Es schmeichelte der Wirtin, daß die wohlangesehene Frau Menotti sie um eine Gefälligkeit bitten kam, und es wurde gleich festgesetzt, daß Rico an jedem freien Abend kommen würde. Frau Menotti übernahm dagegen, für Ricos Bekleidung zu sorgen, so daß die Wirtin mit dieser Regelung überaus zufrieden war; denn nun hatte sie keinen Heller für den Knaben auszugeben und den reinen Gewinn von ihm. Die Frauen schieden in der größten Zufriedenheit voneinander.

So vergingen für Rico die Tage. In kurzer Zeit sprach er so geläufig italienisch, als hätte er es immer gekonnt. Vor Jahren hatte er es auch einmal gekonnt. Ein Wort nach dem andern fiel ihm ohne Mühe wieder ein; und er hatte ein gutes Ohr und sprach wie ein ansässiger Italiener, so daß sich alle Leute darüber verwundern mußten. Die Wirtin konnte ihn so gut gebrauchen, wie sie nicht einmal erwartet hatte; denn seine Aufgaben erfüllte er so sauber und ordentlich, wie sie selbst es nicht besser tun konnte. Ja, er hatte mehr Geduld als sie, und wenn etwas zu einem Fest hergerichtet werden mußte, etwa zu einer Hochzeit, so mußte es Rico tun, denn er wußte ja auch, was schön war. Wenn er seine Aufträge erledigte, war er wieder zurück, ehe die Wirtin nur denken konnte, er sei am Ort angekommen. Er brauchte keine Zeit zur Unterhaltung. Wenn ihn jemand aus-fragen wollte, kehrte er auf der Stelle um und ging davon. Das gefiel der Wirtin besonders, als sie es merkte, und es flößte ihr eine solche Achtung vor dem Jungen ein, daß sie ihn selbst nicht nach seinem Herkommen ausfragte.
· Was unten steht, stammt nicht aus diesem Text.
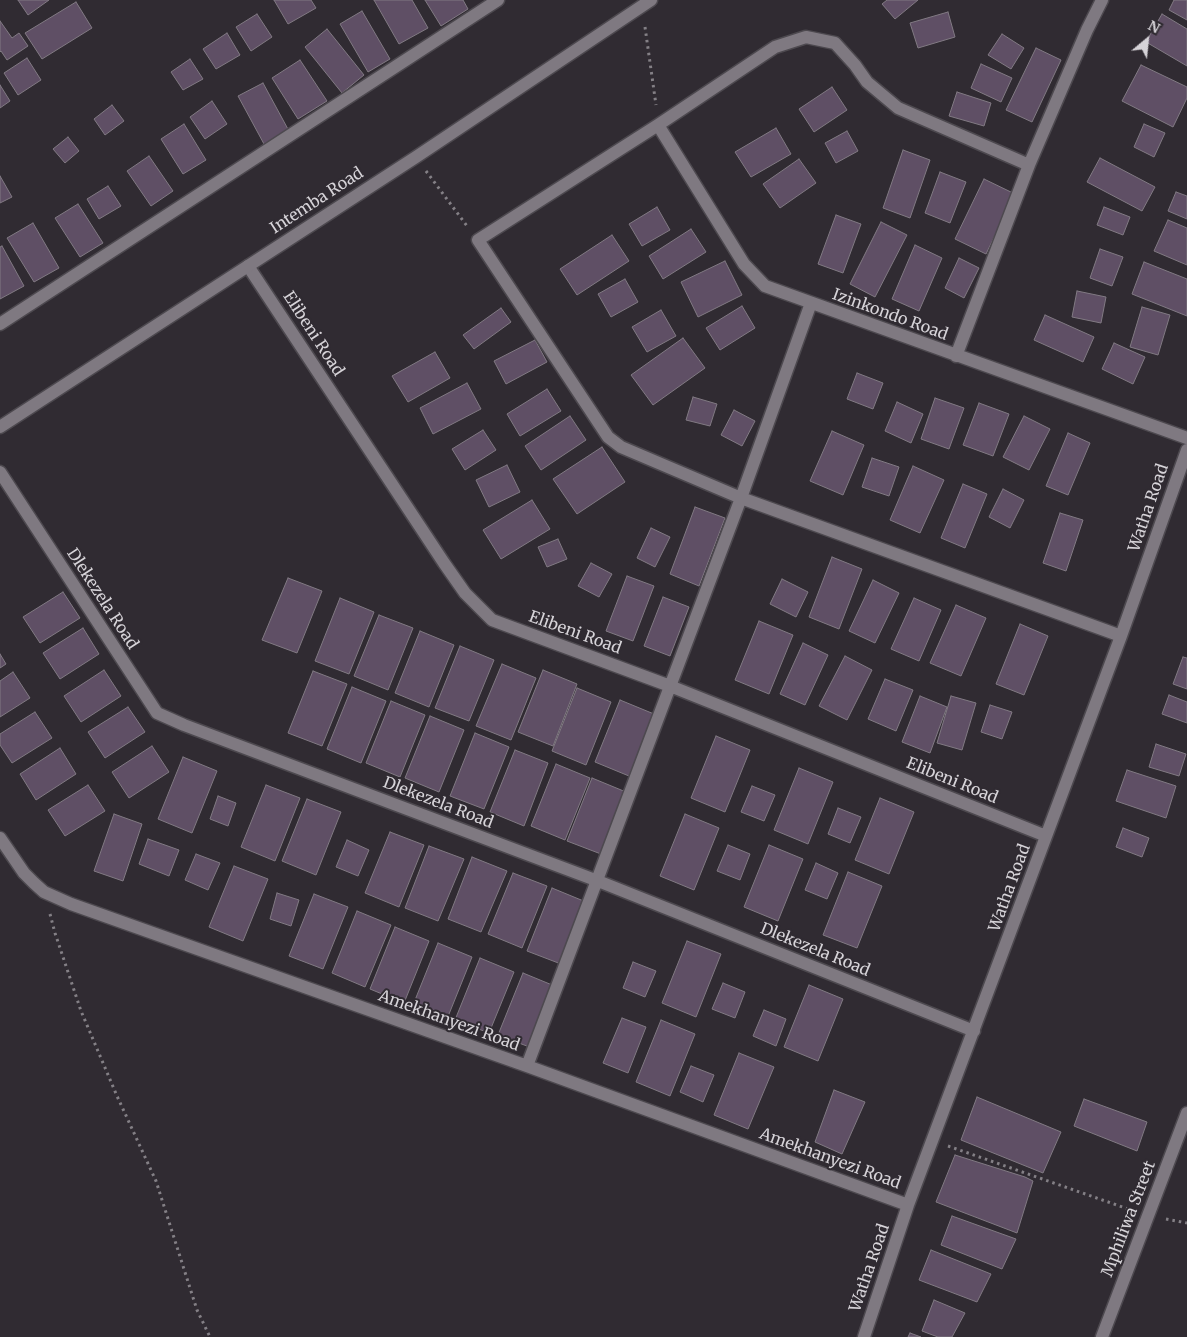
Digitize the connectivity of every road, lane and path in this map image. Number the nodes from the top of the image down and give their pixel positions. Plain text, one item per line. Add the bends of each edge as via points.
1 (498, 0) edge
2 (1102, 0) edge
3 (646, 3) edge
4 (658, 125) junction
5 (416, 157) junction
6 (1029, 165) junction
7 (478, 240) junction
8 (248, 266) junction
9 (811, 304) junction
10 (0, 324) edge
11 (956, 356) junction
12 (0, 427) edge
13 (1187, 438) edge
14 (1187, 450) edge
15 (0, 472) edge
16 (741, 498) junction
17 (1121, 636) junction
18 (670, 686) junction
19 (1046, 836) junction
20 (0, 838) edge
21 (598, 881) junction
22 (44, 892) junction
23 (974, 1031) junction
24 (527, 1066) junction
25 (1187, 1113) edge
26 (933, 1141) junction
27 (908, 1206) junction
28 (1148, 1216) junction
29 (1187, 1223) edge
30 (210, 1337) edge
31 (864, 1337) edge
32 (1102, 1337) edge

1 - 10 street
2 - 6 street
3 - 4 path
3 - 5 street, Intemba Road
4 - 6 street via 775,48 806,37 835,43 867,82 898,108
4 - 7 street
4 - 9 street, Izinkondo Road via 744,264 765,286
5 - 7 path
5 - 8 street, Intemba Road
6 - 11 street
7 - 16 street via 608,437 621,447
8 - 12 street, Intemba Road
8 - 18 street, Elibeni Road via 444,563 465,593 492,620
9 - 11 street, Izinkondo Road
9 - 16 street
11 - 13 street, Izinkondo Road
14 - 17 street, Watha Road
15 - 21 street, Dlekezela Road via 157,713
16 - 17 street
16 - 18 street
17 - 19 street, Watha Road
18 - 19 street, Elibeni Road
18 - 21 street
19 - 23 street, Watha Road
20 - 22 street, Amekhanyezi Road via 24,873
21 - 23 street, Dlekezela Road
21 - 24 street
22 - 24 street, Amekhanyezi Road
22 - 30 path via 82,1011 156,1181 198,1310
23 - 26 street, Watha Road
24 - 27 street, Amekhanyezi Road
25 - 28 street, Mphiliwa Street
26 - 27 street, Watha Road
26 - 28 path
27 - 31 street, Watha Road
28 - 29 path
28 - 32 street, Mphiliwa Street

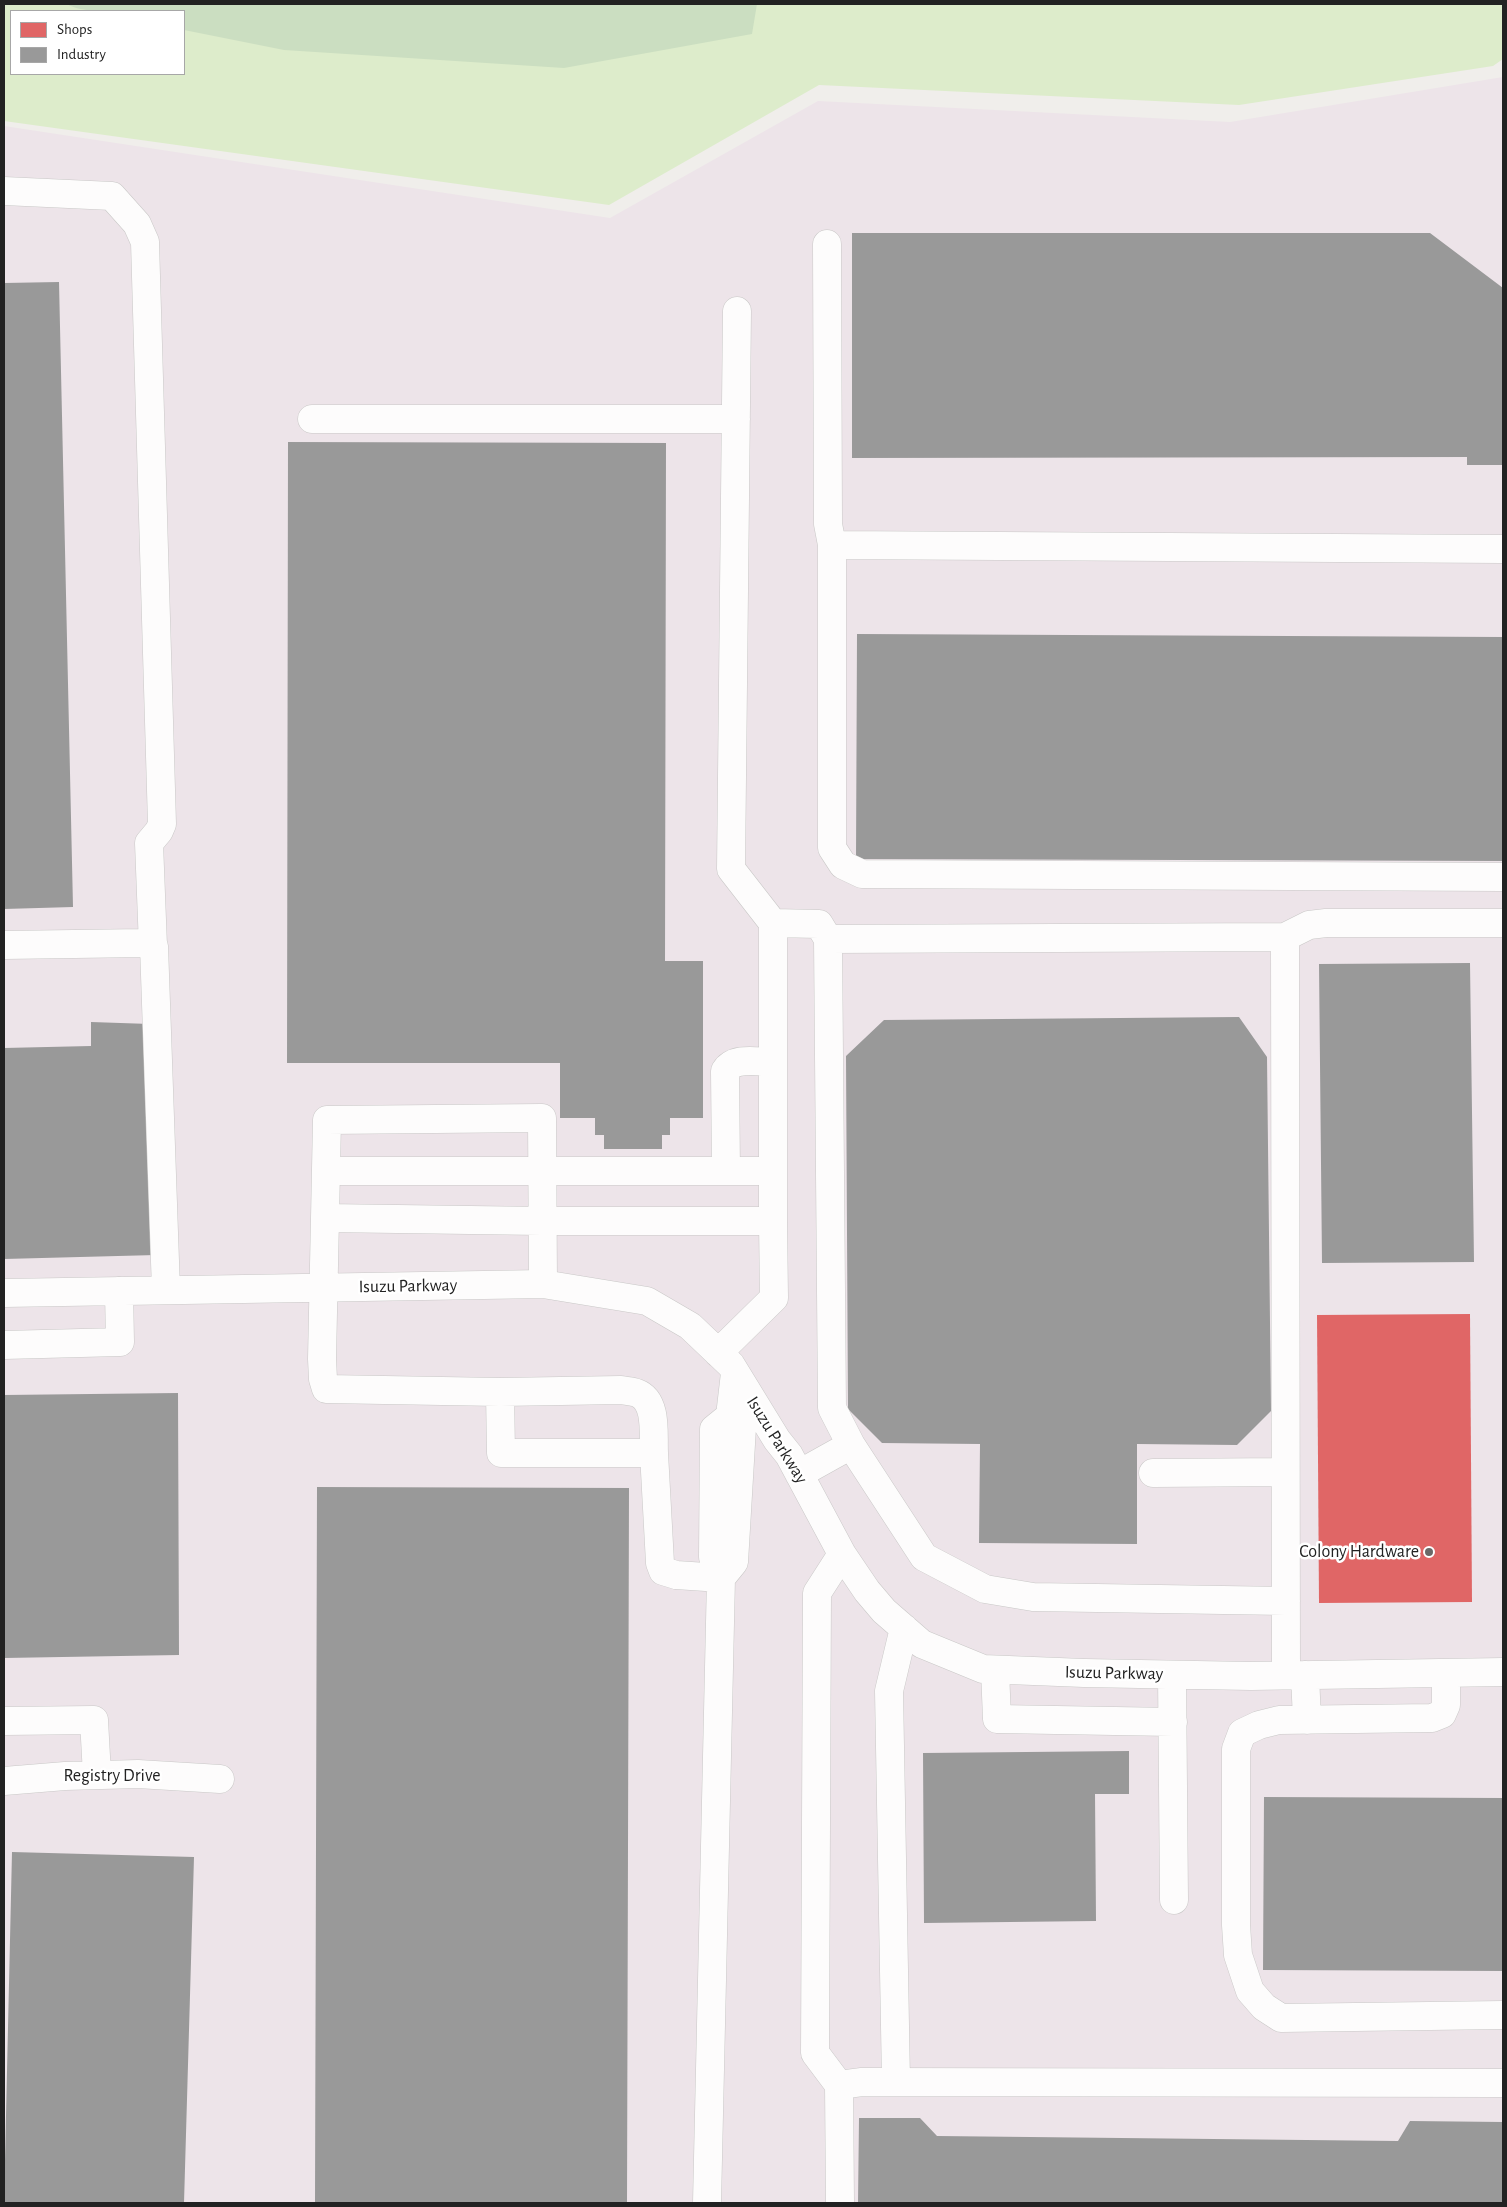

So kam es, daß eigentlich niemand wußte, wie er nach Peschiera gekommen war. Es hatte sich eine Geschichte verbreitet, die nahm jedermann an und glaubte, er sei als ein verlassenes Waisenkind da droben in den Bergen schlecht gehalten und bös behandelt worden. Er sei entlaufen und habe viele Gefahren bestanden auf der langen Reise und sei endlich hier angekommen, wo die Leute nicht so roh seien wie in den Bergen, und hier sei er gern. Und wenn die Wirtin die Geschichte erzählte, so ermangelte sie nicht, hinzuzusetzen: er verdiene auch, daß es ihm so gut ergangen sei und er den Schutz unter ihrem Dach gefun den habe.

Als der erste Tanzsonntag kam, da versammelten sich in der »Goldenen Sonne« so erstaunlich viele Leute, daß man nicht wußte, wo sie alle untergebracht werden könnten. Jeder wollte den kleinen fremden Musikanten sehen und hören, und diejenigen, die ihn am ersten Abend schon gehört hatten, kamen zuallererst und wollten mit ihrem Lied beginnen.

Die Wirtin lief hin und her im Feuer der Arbeit und glänzte, als wäre sie selbst zur »Goldenen Sonne« geworden, und wenn sie auf ihren Mann traf, sagte sie jedesmal triumphierend: »Hab ich's nicht gesagt?«

Rico hörte erst einem Tanz zu, der von drei Geigern gespielt wurde. Die Melodien fielen ihm so ins Ohr und in die Finger, daß er gleich nachher mitspielen konnte, und nun wußte er den Tanz für immer. So kam es, daß er am späten Abend, als man zu tanzen aufhörte, alle Tänze mitspielen konnte; denn man hatte sie öfter durchgenommen.

Am Ende mußte auch noch das Peschiera-Lied gesungen werden, von Rico begleitet. War schon den ganzen Abend ein Lärm gewesen, so kamen nun die Gemüter erst recht ins Feuer, und es ging zu, daß Rico ein paarmal dachte: jetzt fahren sie aufeinander los und schlagen sich tot. Aber es war alles in Freundschaft gemeint.